Calculating the Jacobian matrix after calculating the gradient with autograd

Hi everyone,

I’ve been trying to calculate the jacobian matrix or Jacobian times a vector when the explicit formula for the gradient is not available, and I calculate it by autograd. In this case, the jacobian of PyTorch returns a zero matrix. In the matrix-vector product, it returns the same value as the gradient of the objective function with respect to parameter theta. Please find a toy example below. I appreciate your guidance.

#First version
#Forming the Jacobian matrix
def objective(x,theta):
return torch.exp(theta[0])*x[0]*x[1] +torch.exp(theta[1])*x[2]

def gradient(x,theta):
funval = objective(x,theta)
funval.backward()
return x.grad

x = torch.tensor([1.0,2.0,3.0], requires_grad=True)
theta = torch.tensor([-1.0,-3.0], requires_grad=True)
jac = jacobian(gradient,(x,theta))
print(jac)

#Second version
#Forming the Jacobian matrix-vector product with, for example, the vector of ones
def objective(x,theta):
return torch.exp(theta[0])*x[0]*x[1] +torch.exp(theta[1])*x[2]

def gradient(x,theta):
funval = objective(x,theta)
funval.backward()
print(theta.grad)
return x.grad

x = torch.tensor([1.0,2.0,3.0], requires_grad=True)
theta = torch.tensor([-1.0,-3.0], requires_grad=True)
grad = Variable(gradient(x,theta),requires_grad=True)
temp = torch.dot(grad,torch.ones(3))
temp.backward()
print(theta.grad)

#which is the same as the gradient of the objective function with respect to theta

Hi Sadegh!

The Jacobian of a vector-valued function of a vector argument is
the matrix of partial derivatives of each element of the function’s value
with respect to each element of the argument.

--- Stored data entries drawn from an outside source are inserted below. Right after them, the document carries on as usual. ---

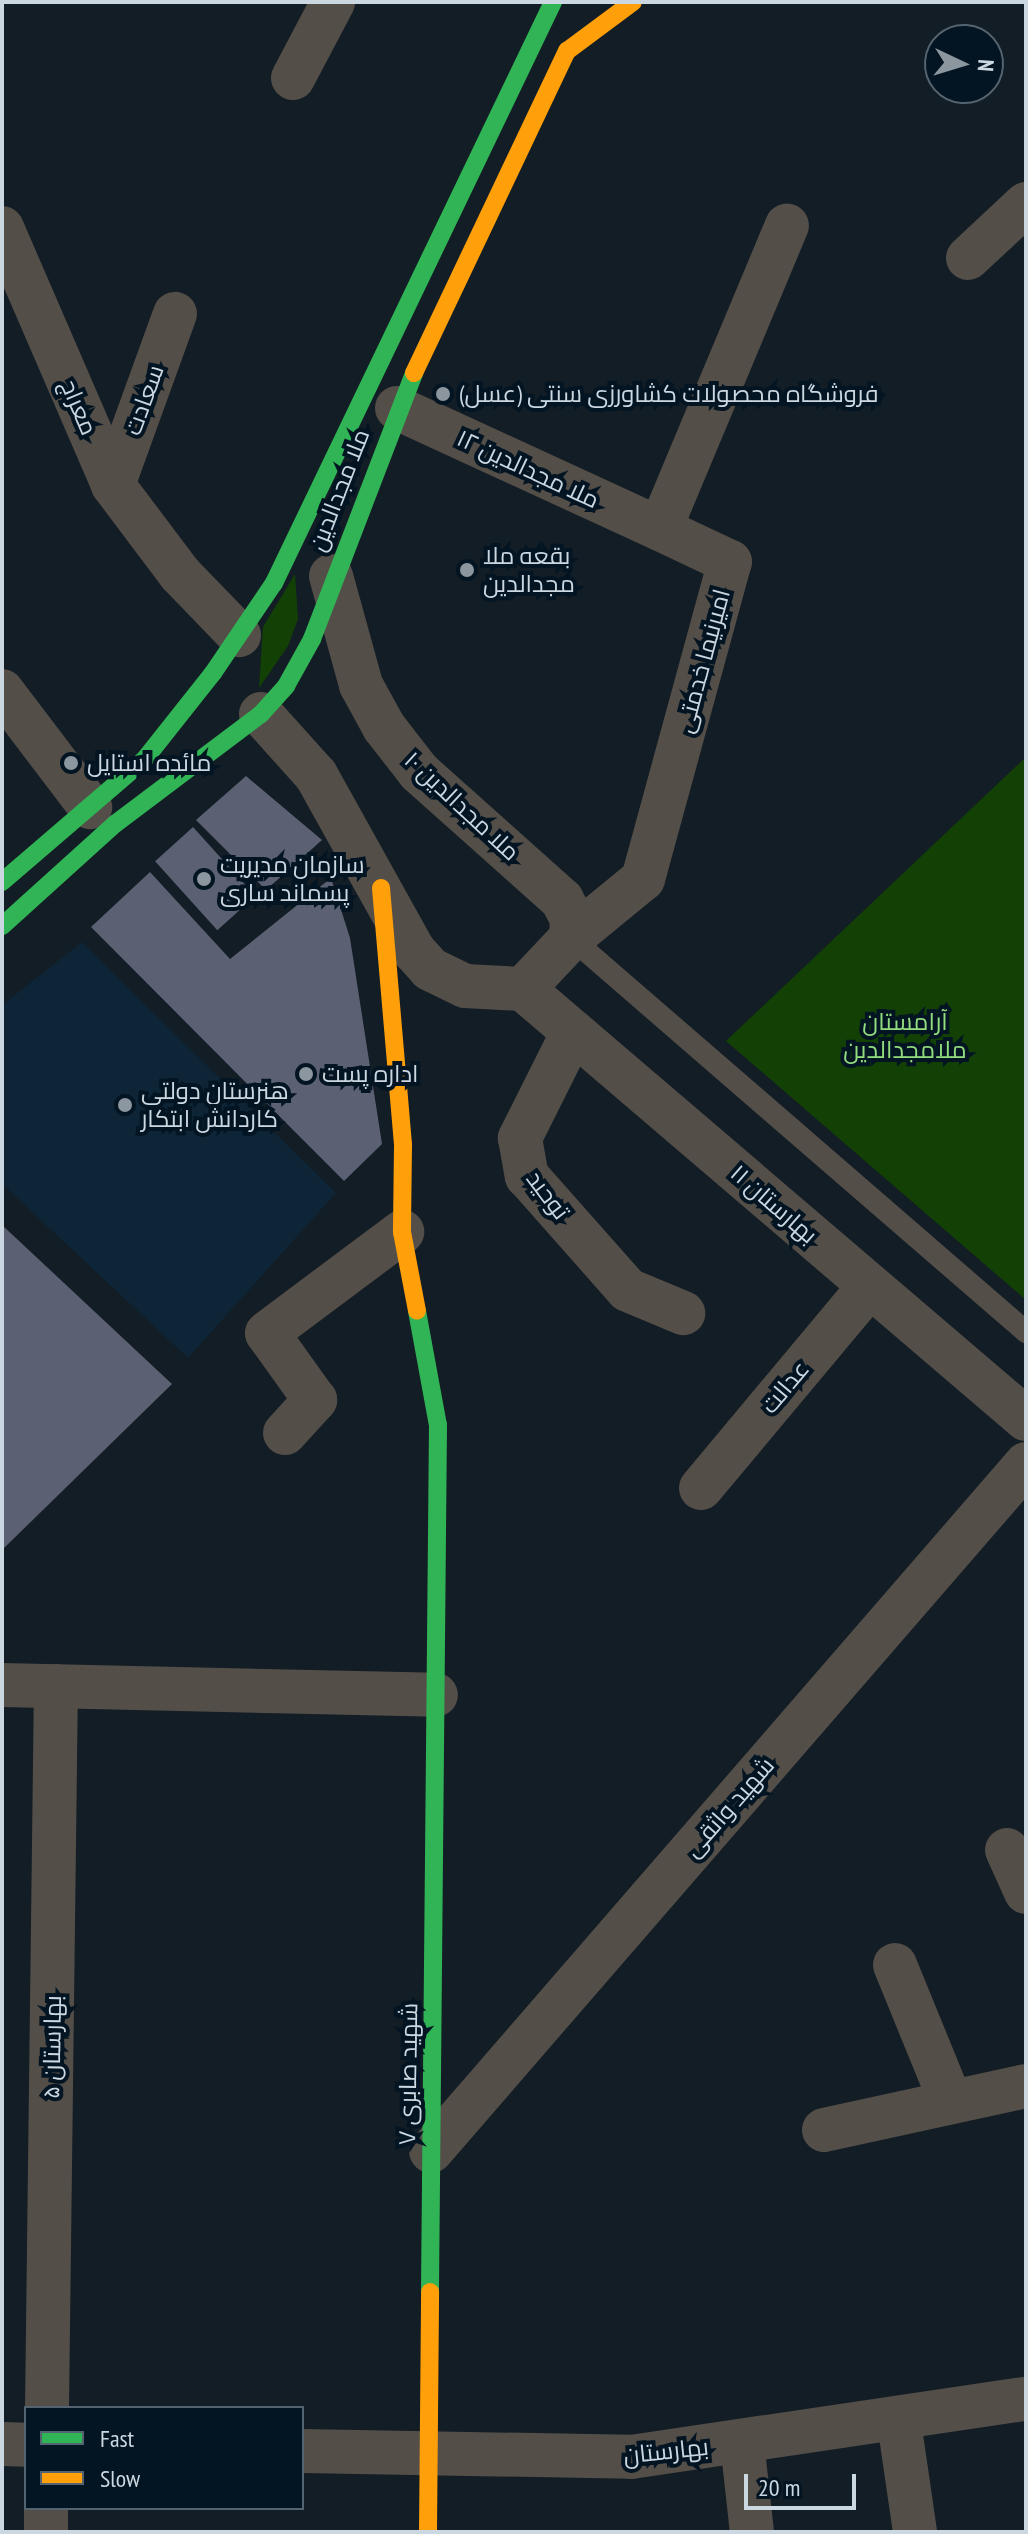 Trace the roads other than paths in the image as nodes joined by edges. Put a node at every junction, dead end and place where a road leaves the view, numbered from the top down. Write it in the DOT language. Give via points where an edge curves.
graph roads {
  1 [pos="333,2"];
  2 [pos="553,2"];
  3 [pos="633,2"];
  4 [pos="293,78"];
  5 [pos="1026,204"];
  6 [pos="787,226"];
  7 [pos="2,228"];
  8 [pos="968,258"];
  9 [pos="175,314"];
  10 [pos="397,408"];
  11 [pos="113,485"];
  12 [pos="660,529"];
  13 [pos="331,576"];
  14 [pos="239,635"];
  15 [pos="2,691"];
  16 [pos="252,707"];
  17 [pos="90,807"];
  18 [pos="2,882"];
  19 [pos="381,888"];
  20 [pos="2,926"];
  21 [pos="571,938"];
  22 [pos="523,989"];
  23 [pos="573,1032"];
  24 [pos="402,1232"];
  25 [pos="870,1286"];
  26 [pos="683,1313"];
  27 [pos="1026,1332"];
  28 [pos="1026,1419"];
  29 [pos="285,1433"];
  30 [pos="1026,1464"];
  31 [pos="701,1488"];
  32 [pos="2,1685"];
  33 [pos="56,1686"];
  34 [pos="436,1695"];
  35 [pos="1007,1850"];
  36 [pos="1026,1892"];
  37 [pos="895,1965"];
  38 [pos="1026,2086"];
  39 [pos="951,2102"];
  40 [pos="824,2130"];
  41 [pos="431,2151"];
  42 [pos="1026,2399"];
  43 [pos="47,2406"];
  44 [pos="899,2422"];
  45 [pos="742,2442"];
  46 [pos="2,2444"];
  47 [pos="24,2445"];
  48 [pos="304,2451"];
  49 [pos="429,2453"];
  50 [pos="46,2510"];
  51 [pos="46,2532"];
  52 [pos="428,2532"];
  53 [pos="752,2532"];
  54 [pos="915,2532"];
  1 -- 4 [label="street"];
  2 -- 14 [label="main road, ملا مجدالدین" via="343,445 274,583"];
  3 -- 10 [label="main road, ملا مجدالدین" via="567,51"];
  5 -- 8 [label="street"];
  6 -- 12 [label="street"];
  7 -- 11 [label="street, معراج"];
  9 -- 11 [label="street, سعادت"];
  10 -- 12 [label="street, ملا مجدالدین ١٢"];
  10 -- 13 [label="main road, ملا مجدالدین"];
  11 -- 14 [label="street, معراج" via="180,574"];
  12 -- 21 [label="street, امیرنیما خدمتی" via="730,562 643,879"];
  13 -- 16 [label="main road, ملا مجدالدین" via="312,639 286,686"];
  13 -- 21 [label="street, ملا مجدالدین ١٠" via="361,685 384,727 419,772 562,900 572,919"];
  14 -- 17 [label="main road, ملا مجدالدین" via="219,678 144,760"];
  15 -- 17 [label="street"];
  16 -- 19 [label="street" via="316,775"];
  16 -- 20 [label="main road, ملا مجدالدین"];
  17 -- 18 [label="main road, ملا مجدالدین"];
  19 -- 22 [label="street" via="414,951 430,969 465,986"];
  19 -- 24 [label="main road, شهید صابری ٧" via="403,1145"];
  21 -- 22 [label="street"];
  21 -- 27 [label="lane"];
  22 -- 23 [label="street, بهارستان ۱۱"];
  23 -- 25 [label="street, بهارستان ۱۱"];
  23 -- 26 [label="street, توحید" via="520,1138 527,1176 628,1290"];
  24 -- 29 [label="street" via="267,1333 315,1400"];
  24 -- 34 [label="main road, شهید صابری ٧" via="438,1425"];
  25 -- 28 [label="street, بهارستان ۱۱"];
  25 -- 31 [label="street, عدالت"];
  30 -- 41 [label="street, شهید واثقی"];
  32 -- 33 [label="street"];
  33 -- 34 [label="street"];
  33 -- 43 [label="street, بهارستان ۵"];
  34 -- 41 [label="main road, شهید صابری ٧"];
  35 -- 36 [label="street"];
  37 -- 39 [label="street"];
  38 -- 39 [label="street"];
  39 -- 40 [label="street"];
  41 -- 49 [label="main road, شهید صابری ٧"];
  42 -- 44 [label="street, بهارستان"];
  44 -- 45 [label="street, بهارستان"];
  44 -- 54 [label="street"];
  45 -- 49 [label="street, بهارستان" via="631,2457"];
  45 -- 53 [label="street"];
  46 -- 47 [label="street"];
  48 -- 49 [label="street, بهارستان"];
  49 -- 52 [label="main road, شهید صابری ٧"];
  50 -- 51 [label="street"];
}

In your case your objective() function returns a scalar value, not a
vector, so we normally would not use the term Jacobian. (If you want
to say that your scalar result is a one-dimensional vector, you could
treat your gradient vector as a 1 x n matrix and call it the Jacobian.)

Could you clarify what you are asking here?

Note that the Hessian is the matrix of second-order mixed partial
derivatives of a scalar-valued function of a vector argument. Could
that be what you are asking about?

Best.

K. Frank

Thank you for your reply, K. Frank.

Let me clarify. Let f(x,theta) be our objective. At first, I calculate its gradient with respect to x when theta is constant in the function gradient(x,theta) which is a vector-valued function. Then, I want to calculate the derivative of the function gradient(x,theta) with respect to theta. The result will be the Jacobian matrix. Did it make it clear?

Hi Sadegh!

If you have a vector-valued function, g() (that happens to be the gradient
of some scalar-valued function, f()), then yes, the derivative of g() will
be g()'s Jacobian.

But that’s an odd way of describing is. You are, of course, computing the
second-order derivatives of f(), which is to say, you are computing the
Hessian of f(). Calling it the Jacobian (of g()) just obscures what it going
on.

Regardless of what you choose to call it, the computation you describe
is that of the mixed second-order partial derivatives of f().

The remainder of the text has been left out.